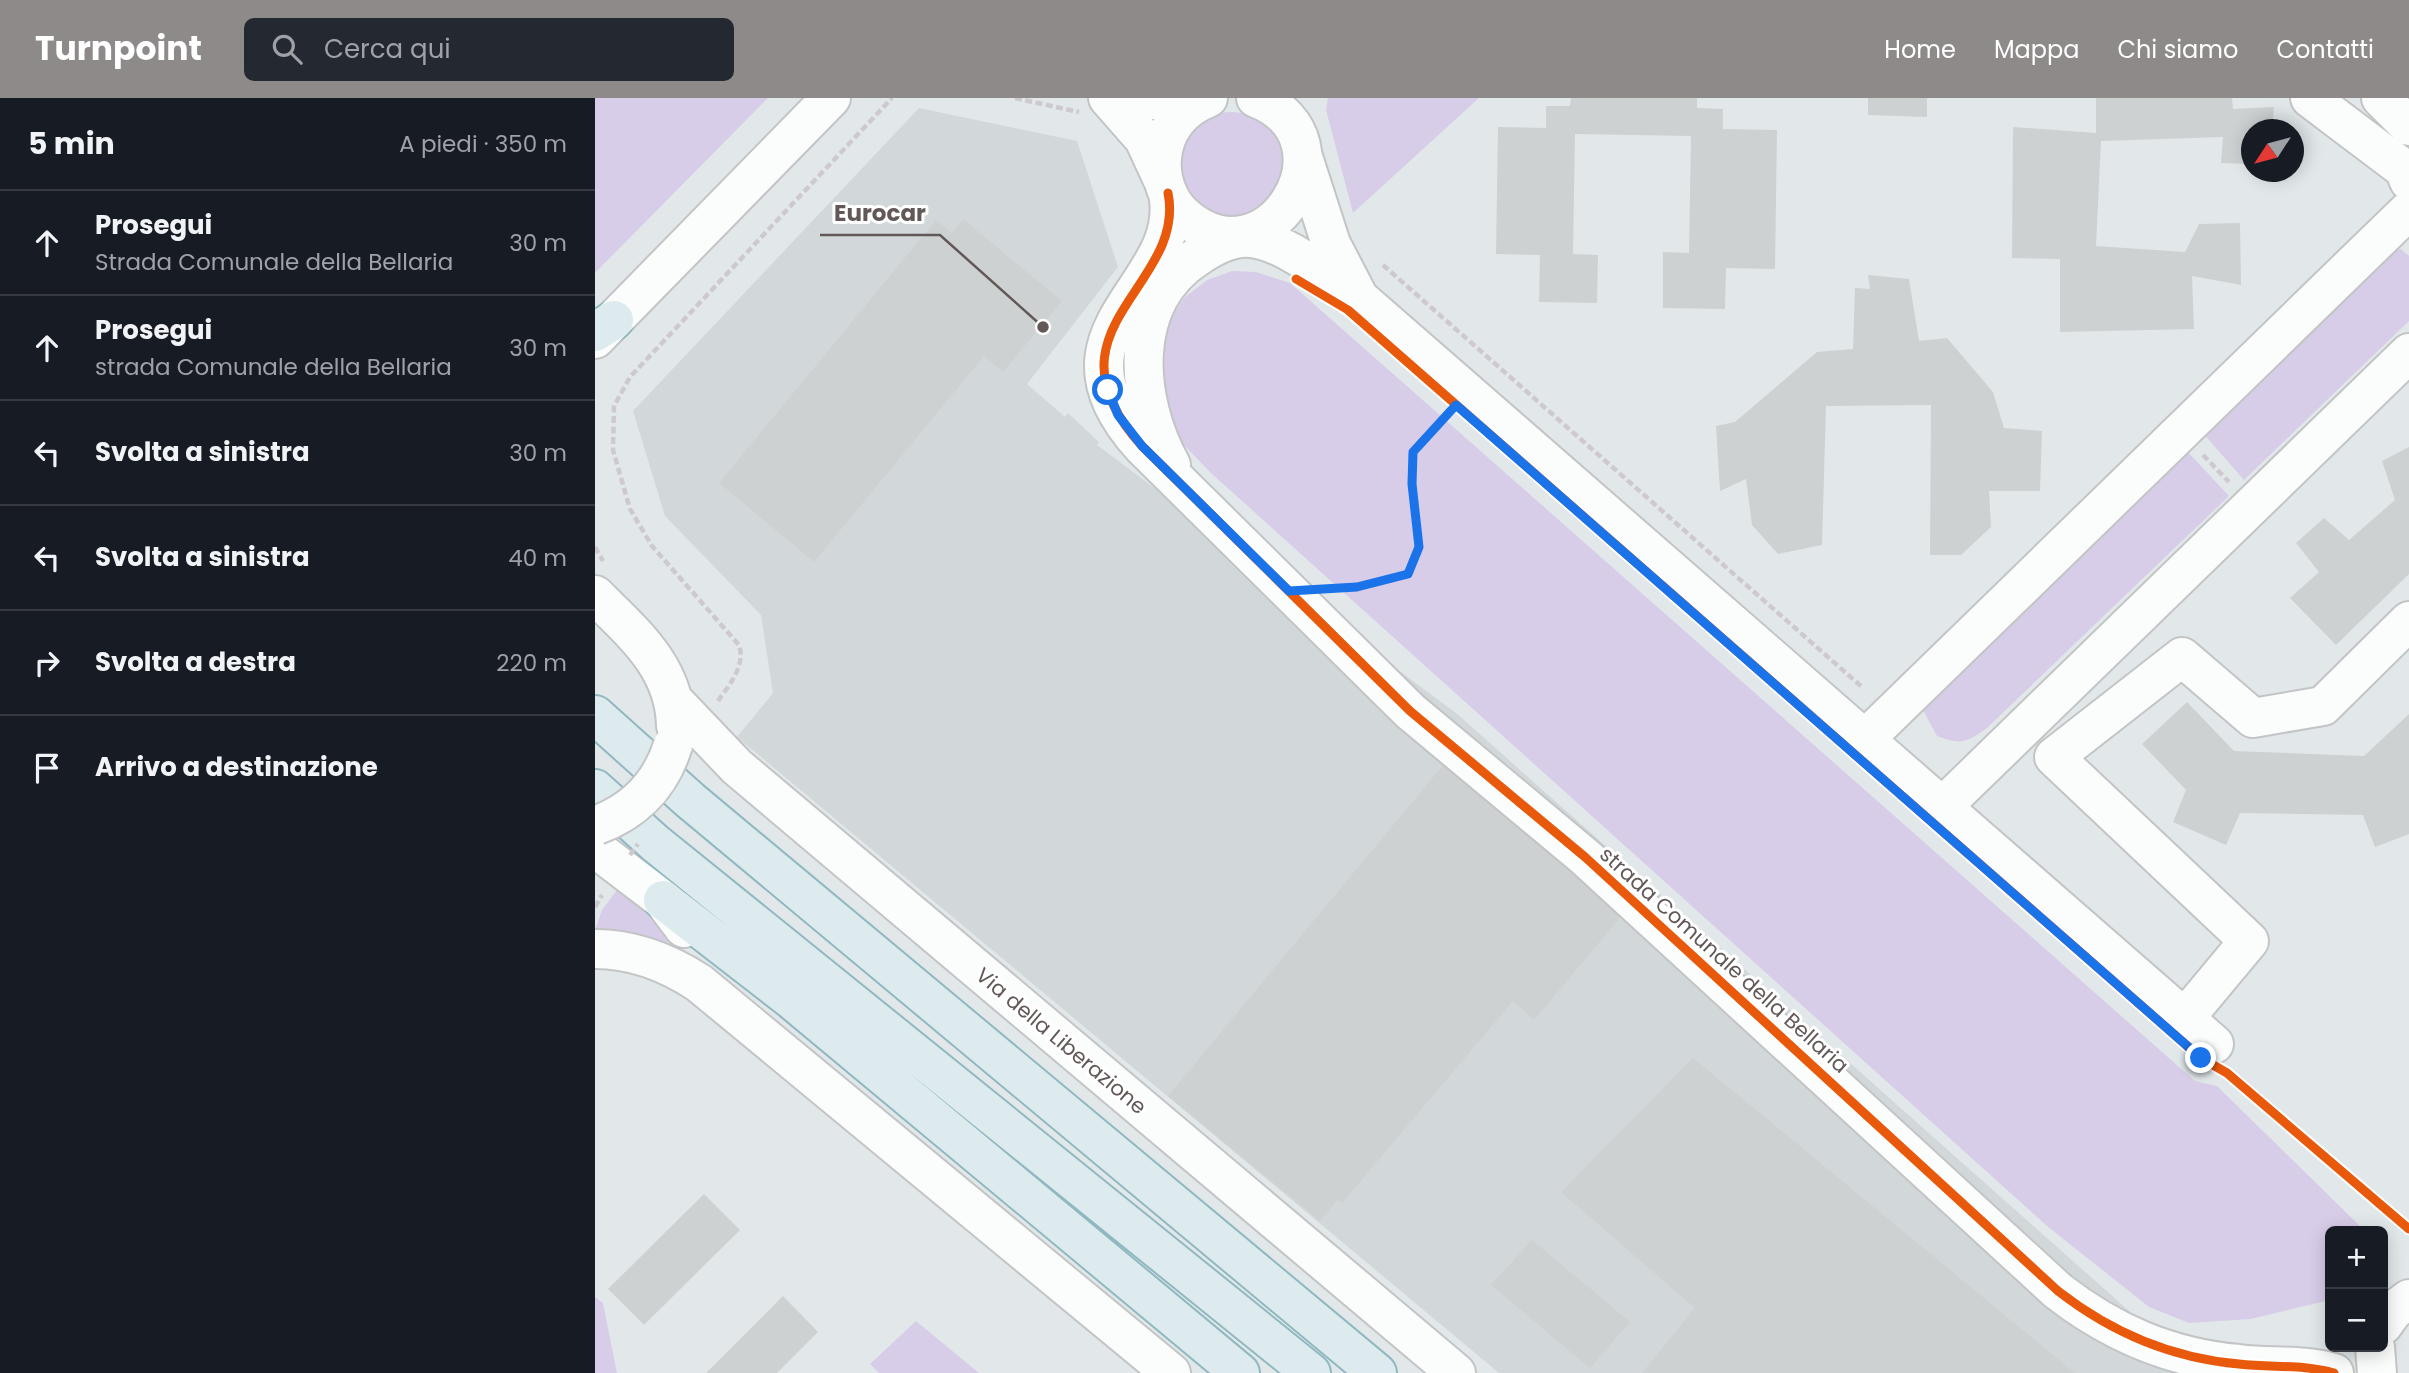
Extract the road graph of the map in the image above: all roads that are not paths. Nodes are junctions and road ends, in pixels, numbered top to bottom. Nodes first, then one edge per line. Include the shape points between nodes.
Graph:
1 (831, 98) edge
2 (1108, 98) edge
3 (1147, 98) edge
4 (1256, 98) edge
5 (1286, 98) edge
6 (2310, 98) edge
7 (2381, 98) edge
8 (1200, 102) edge
9 (2409, 126) edge
10 (1299, 143) junction
11 (2409, 181) edge
12 (1166, 188) junction
13 (2409, 210) edge
14 (1359, 298) junction
15 (601, 331) edge
16 (2409, 353) edge
17 (595, 355) edge
18 (1181, 484) junction
19 (595, 595) edge
20 (2409, 621) edge
21 (674, 701) junction
22 (595, 715) edge
23 (1864, 740) junction
24 (1941, 808) junction
25 (595, 822) edge
26 (663, 900) junction
27 (595, 948) edge
28 (722, 1002) junction
29 (2184, 1018) junction
30 (2214, 1044) dead end
31 (2326, 1352) edge
32 (2375, 1352) edge
33 (2276, 1367) edge
34 (1171, 1373) edge
35 (1240, 1373) edge
36 (1311, 1373) edge
37 (1377, 1373) edge
38 (1456, 1373) edge
39 (2334, 1373) edge
40 (2377, 1373) edge

1 - 15 street
2 - 12 street via 1144,139
3 - 8 street
4 - 10 street via 1284,117
5 - 10 street
6 - 11 street via 2404,169
7 - 9 street
8 - 12 street via 1181,115 1167,136 1161,159
10 - 12 street via 1302,172 1294,197 1278,218 1255,231 1225,235 1201,228 1179,212
10 - 14 street via 1331,244
12 - 18 street via 1170,214 1163,243 1112,329 1105,352 1105,377 1124,426
13 - 23 street
14 - 18 street via 1260,240 1228,240 1178,272 1157,302 1146,334 1142,369 1164,453
14 - 23 street
15 - 17 street
16 - 24 street
18 - 33 street, strada Comunale della Bellaria via 1410,711 1585,857 2058,1291 2102,1323 2160,1349 2215,1362
19 - 21 street via 647,648 666,676
20 - 29 street via 2323,706 2253,718 2182,657 2054,757 2249,942
21 - 25 street, bridge via 673,745 663,770 630,809
21 - 38 street, Via della Liberazione via 724,756
22 - 37 highway via 691,802
23 - 24 street
24 - 29 street
25 - 26 street
25 - 36 highway via 655,843
26 - 28 street via 678,917 703,977
26 - 35 highway via 792,1000
27 - 28 street via 628,951 669,965
28 - 34 street
29 - 30 street
31 - 33 street
32 - 40 street
33 - 39 street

***

> INSTRUCTIONS TO FOLLOW:
Which of the lines in the material above contain "highway"? Copy each one out.

> WRITTEN SOLUTION:
22 - 37 highway via 691,802
25 - 36 highway via 655,843
26 - 35 highway via 792,1000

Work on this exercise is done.